Twilight Path Studies
Rituals
"Death teaches us to live; it gives us a boundary to map our living within. Death's hammer breaks through the mirror separating us from light."
--David Meltzer
Throughout my book, Walking the Twilight Path, readers engage in a number of guided meditations and rituals to help them explore their relation with the energies of death and change. On this site, you will encounter additional meditations and guided journeys that will help to supplement your exploration of this powerful, transformative path.
Meditation on Letting Go
For this exercises, you will go to a cemetery and seek out a grave that really stand out to you. Pick an overcast afternoon when the day is not too hot or too sunny. I always love doing this sort of work in the fall and early winter, when the ground is covered with drifts of dead leaves.

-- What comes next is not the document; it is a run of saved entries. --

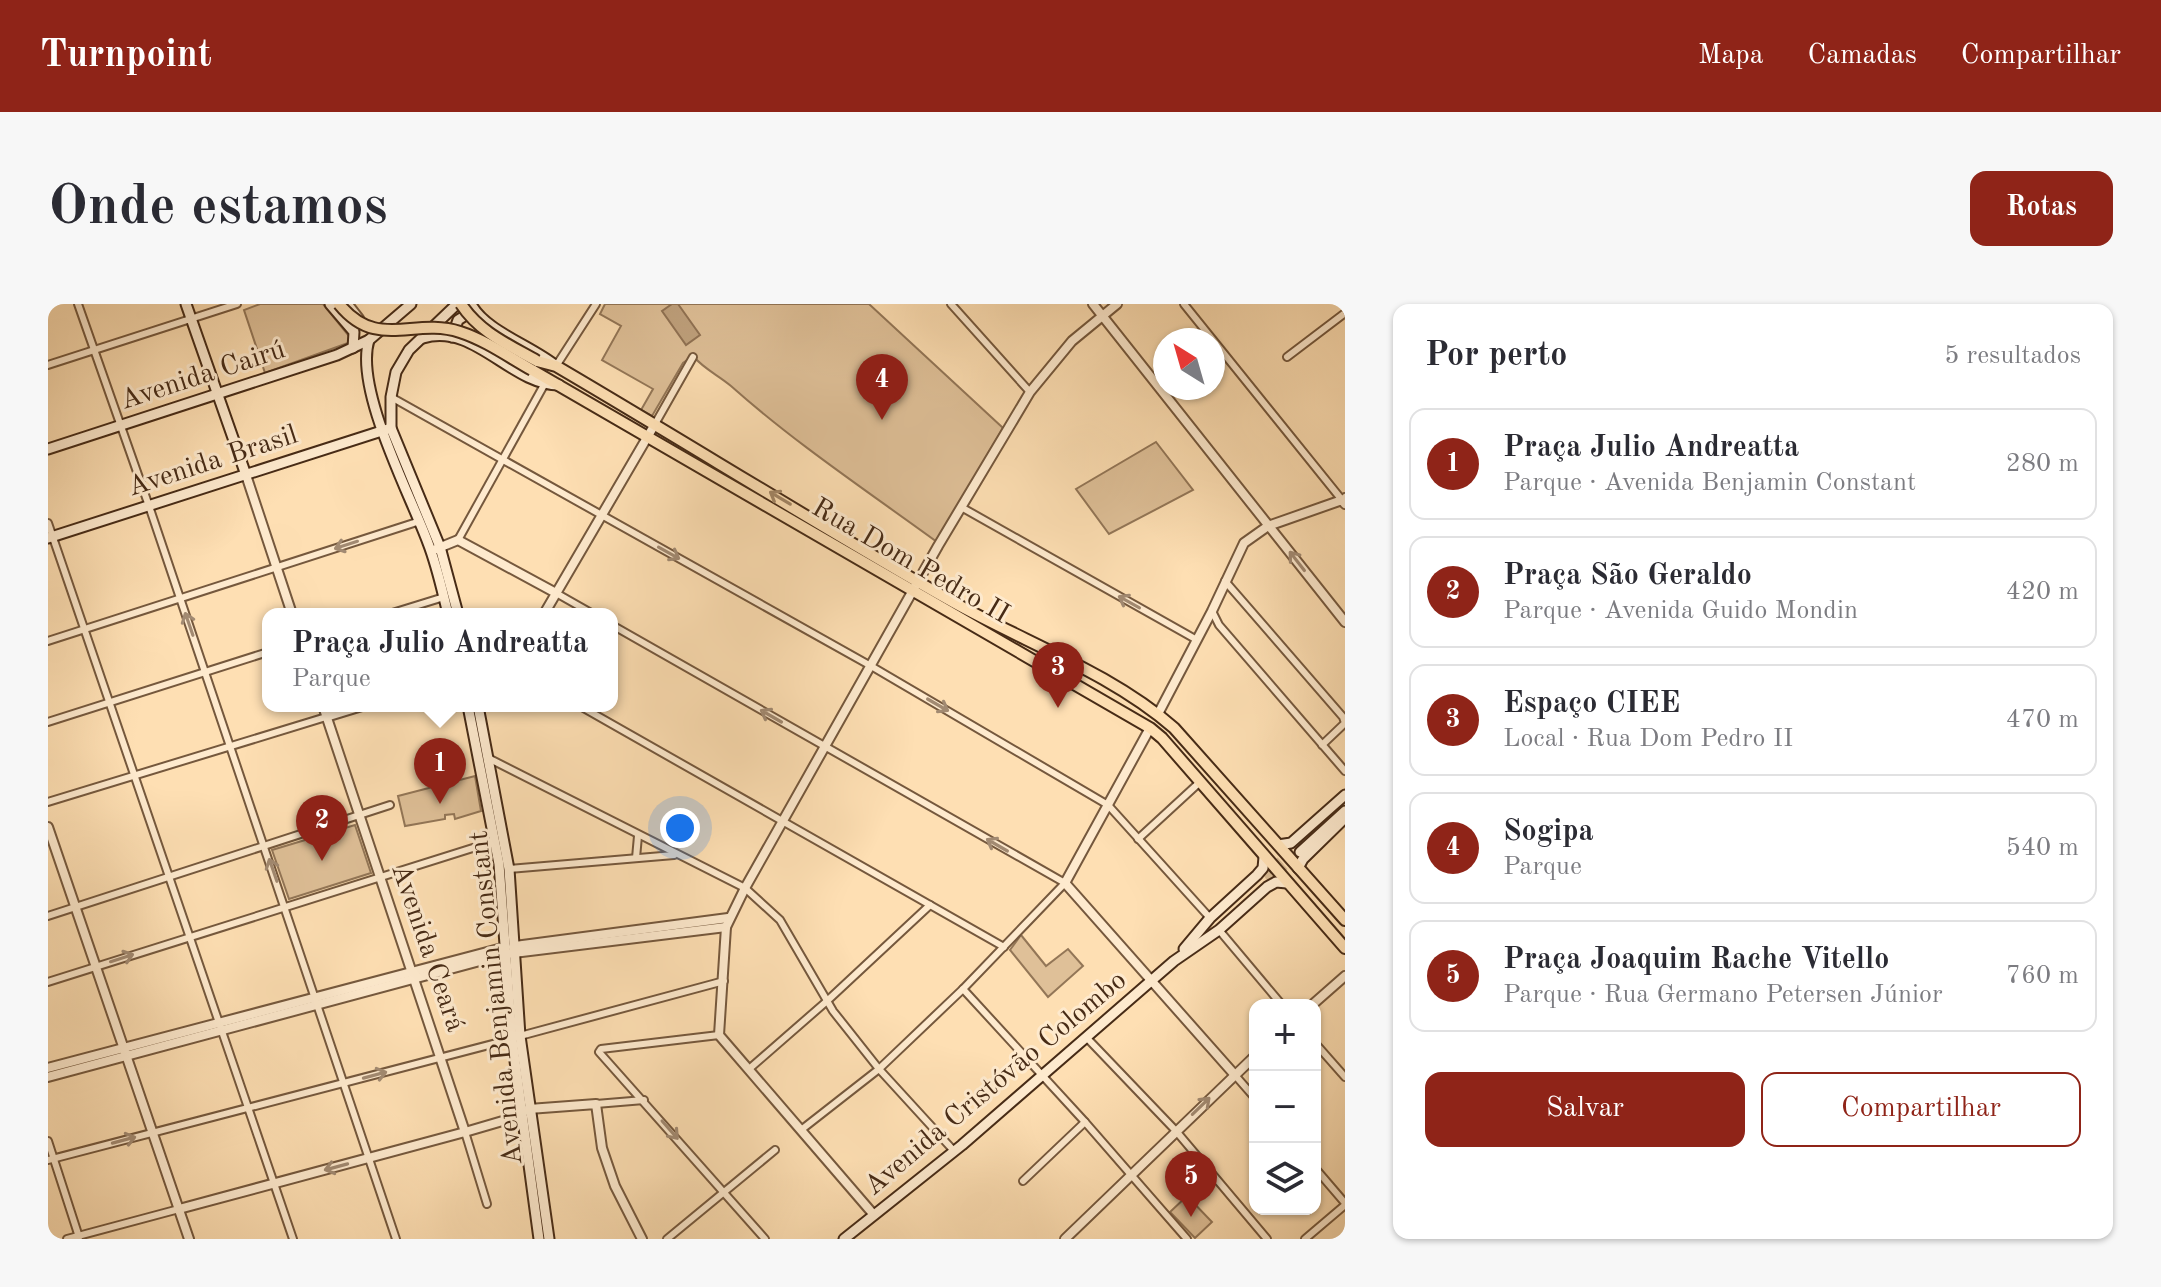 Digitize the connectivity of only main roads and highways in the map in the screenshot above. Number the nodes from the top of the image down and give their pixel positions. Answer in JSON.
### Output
{"nodes":[{"id":1,"x":186,"y":304,"type":"edge"},
{"id":2,"x":330,"y":304,"type":"edge"},
{"id":3,"x":339,"y":304,"type":"edge"},
{"id":4,"x":411,"y":304,"type":"edge"},
{"id":5,"x":459,"y":304,"type":"edge"},
{"id":6,"x":472,"y":307,"type":"edge"},
{"id":7,"x":451,"y":337,"type":"junction"},
{"id":8,"x":419,"y":339,"type":"junction"},
{"id":9,"x":369,"y":340,"type":"junction"},
{"id":10,"x":353,"y":348,"type":"junction"},
{"id":11,"x":535,"y":365,"type":"junction"},
{"id":12,"x":556,"y":366,"type":"junction"},
{"id":13,"x":559,"y":385,"type":"junction"},
{"id":14,"x":218,"y":395,"type":"junction"},
{"id":15,"x":387,"y":429,"type":"junction"},
{"id":16,"x":48,"y":449,"type":"edge"},
{"id":17,"x":246,"y":475,"type":"junction"},
{"id":18,"x":50,"y":538,"type":"edge"},
{"id":19,"x":435,"y":549,"type":"junction"},
{"id":20,"x":915,"y":587,"type":"junction"},
{"id":21,"x":447,"y":608,"type":"edge"},
{"id":22,"x":456,"y":608,"type":"edge"},
{"id":23,"x":469,"y":712,"type":"edge"},
{"id":24,"x":479,"y":712,"type":"edge"},
{"id":25,"x":1345,"y":795,"type":"edge"},
{"id":26,"x":1345,"y":802,"type":"edge"},
{"id":27,"x":1345,"y":811,"type":"edge"},
{"id":28,"x":1345,"y":818,"type":"edge"},
{"id":29,"x":1278,"y":845,"type":"junction"},
{"id":30,"x":1264,"y":857,"type":"junction"},
{"id":31,"x":1298,"y":868,"type":"junction"},
{"id":32,"x":1287,"y":883,"type":"junction"},
{"id":33,"x":1345,"y":920,"type":"edge"},
{"id":34,"x":1218,"y":929,"type":"junction"},
{"id":35,"x":1194,"y":943,"type":"junction"},
{"id":36,"x":1345,"y":948,"type":"edge"},
{"id":37,"x":511,"y":950,"type":"junction"},
{"id":38,"x":525,"y":1112,"type":"junction"},
{"id":39,"x":539,"y":1239,"type":"edge"},
{"id":40,"x":549,"y":1239,"type":"edge"},
{"id":41,"x":844,"y":1239,"type":"edge"}],
"edges":[{"from":1,"to":14,"type":"main road"},
{"from":2,"to":10,"type":"main road"},
{"from":3,"to":11,"type":"main road","bridge":true},
{"from":4,"to":9,"type":"main road"},
{"from":5,"to":8,"type":"main road"},
{"from":5,"to":11,"type":"main road","bridge":true},
{"from":6,"to":7,"type":"main road"},
{"from":6,"to":12,"type":"main road","name":"Rua Dom Pedro II"},
{"from":7,"to":8,"type":"main road"},
{"from":7,"to":13,"type":"main road"},
{"from":8,"to":15,"type":"main road"},
{"from":9,"to":10,"type":"main road","name":"Avenida Cairú"},
{"from":9,"to":15,"type":"main road"},
{"from":10,"to":14,"type":"main road","name":"Avenida Cairú"},
{"from":11,"to":12,"type":"main road","name":"Rua Dom Pedro II"},
{"from":11,"to":13,"type":"main road","name":"Rua Dom Pedro II"},
{"from":20,"to":12,"type":"main road","name":"Rua Dom Pedro II","one_way":true},
{"from":13,"to":20,"type":"main road","name":"Rua Dom Pedro II"},
{"from":14,"to":16,"type":"main road","name":"Avenida Cairú"},
{"from":14,"to":17,"type":"main road"},
{"from":15,"to":17,"type":"main road","name":"Avenida Brasil"},
{"from":15,"to":19,"type":"main road"},
{"from":15,"to":19,"type":"main road"},
{"from":17,"to":18,"type":"main road","name":"Avenida Brasil"},
{"from":19,"to":21,"type":"main road"},
{"from":19,"to":22,"type":"main road"},
{"from":20,"to":29,"type":"main road","name":"Rua Dom Pedro II"},
{"from":20,"to":30,"type":"main road","name":"Rua Dom Pedro II"},
{"from":23,"to":37,"type":"main road","name":"Avenida Benjamin Constant"},
{"from":24,"to":37,"type":"main road","name":"Avenida Benjamin Constant"},
{"from":25,"to":29,"type":"main road"},
{"from":26,"to":27,"type":"main road"},
{"from":28,"to":31,"type":"main road"},
{"from":29,"to":31,"type":"main road","name":"Rua Dom Pedro II"},
{"from":30,"to":32,"type":"main road","name":"Rua Dom Pedro II"},
{"from":30,"to":35,"type":"main road","name":"Avenida Cristóvão Colombo"},
{"from":31,"to":33,"type":"main road","name":"Rua Dom Pedro II"},
{"from":32,"to":34,"type":"main road"},
{"from":32,"to":36,"type":"main road","name":"Rua Dom Pedro II"},
{"from":34,"to":35,"type":"main road"},
{"from":34,"to":35,"type":"main road"},
{"from":35,"to":41,"type":"main road","name":"Avenida Cristóvão Colombo"},
{"from":37,"to":38,"type":"main road","name":"Avenida Benjamin Constant"},
{"from":38,"to":39,"type":"main road","name":"Avenida Benjamin Constant"},
{"from":38,"to":40,"type":"main road","name":"Avenida Benjamin Constant"}]}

Lay down atop the grave and fold your arms atop your chest, in the aspect of one dead. The close your eyes and reach down, down, six feet down, until you can sense the dead slumbering beneath. Imagine that you are that dead person, long since buried in the ground. Think about what it has been like for the abandoned flesh to spend so many years within the earth. Is the spirit here now? Does it bear any resemblance whatsoever to those damp and naked bones? How much of ourselves is really in these bodies that we wear? How much is revealed about who and what we really are, once the flesh we've grown so used to seeing is stripped away?

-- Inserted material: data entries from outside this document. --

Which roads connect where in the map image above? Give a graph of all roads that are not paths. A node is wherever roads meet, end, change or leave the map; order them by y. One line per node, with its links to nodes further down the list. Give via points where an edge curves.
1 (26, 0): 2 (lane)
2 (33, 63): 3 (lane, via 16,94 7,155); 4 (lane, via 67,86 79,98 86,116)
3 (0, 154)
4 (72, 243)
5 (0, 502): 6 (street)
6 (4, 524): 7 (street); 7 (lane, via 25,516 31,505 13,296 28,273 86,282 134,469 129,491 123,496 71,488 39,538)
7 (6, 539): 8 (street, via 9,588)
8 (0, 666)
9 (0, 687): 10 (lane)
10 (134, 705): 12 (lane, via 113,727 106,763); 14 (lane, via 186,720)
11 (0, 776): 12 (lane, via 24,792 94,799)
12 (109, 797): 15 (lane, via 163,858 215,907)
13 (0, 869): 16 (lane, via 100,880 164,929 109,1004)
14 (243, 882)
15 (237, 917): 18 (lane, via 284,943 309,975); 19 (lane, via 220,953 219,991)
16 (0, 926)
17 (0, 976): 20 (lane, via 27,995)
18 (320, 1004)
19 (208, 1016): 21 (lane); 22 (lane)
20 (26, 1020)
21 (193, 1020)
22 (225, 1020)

Reach down and down into the ground beneath you, down to where those naked bones lie and ask the memory of this person to help you learn the art of letting go.
In the end, all things tied to this flesh must be surrendered. This includes even your perception of yourself, that face you have grown to know through a lifetime of mirrors. That face is not you. The memory lingering in the bones beneath you will remind you of that. You are fluid. You are subtle and constantly changing. That thread of spirit, that soul that truly makes you who you are is eternal only because it changes before it can decay. Worms cannot touch it, mirrors cannot capture it, and yet, somewhere lingering upon the brittle bones you will leave behind there will be a knowledge of it. A memory, fleeting, like a ghost. Reach for this in the bones beneath you and the spirit around you. Seek the understanding he had to die to learn.
Words of the Dead Child: A Ritual for Miscarriage
Gather solemnly together and light a candle for the lost life. Prepare a letter or short poem ahead of time from the perspective of the child. This should thank the parents for making a place, but it should also apologize because the child was not ready to come yet. Have someone speak as the child, as a speaker for the dead in the ceremony. Have the parents, grandparents, etc., respond to this speech by the departed life. End the ceremony with promises of love and acceptance should the child wish to come into their lives again.
Word of the Dead Child
I'm sorry that I had to go.
I started to come into your lives,
But then I knew that the time was not right.
I know that you would love me,
And I know that you would do anything to give me life.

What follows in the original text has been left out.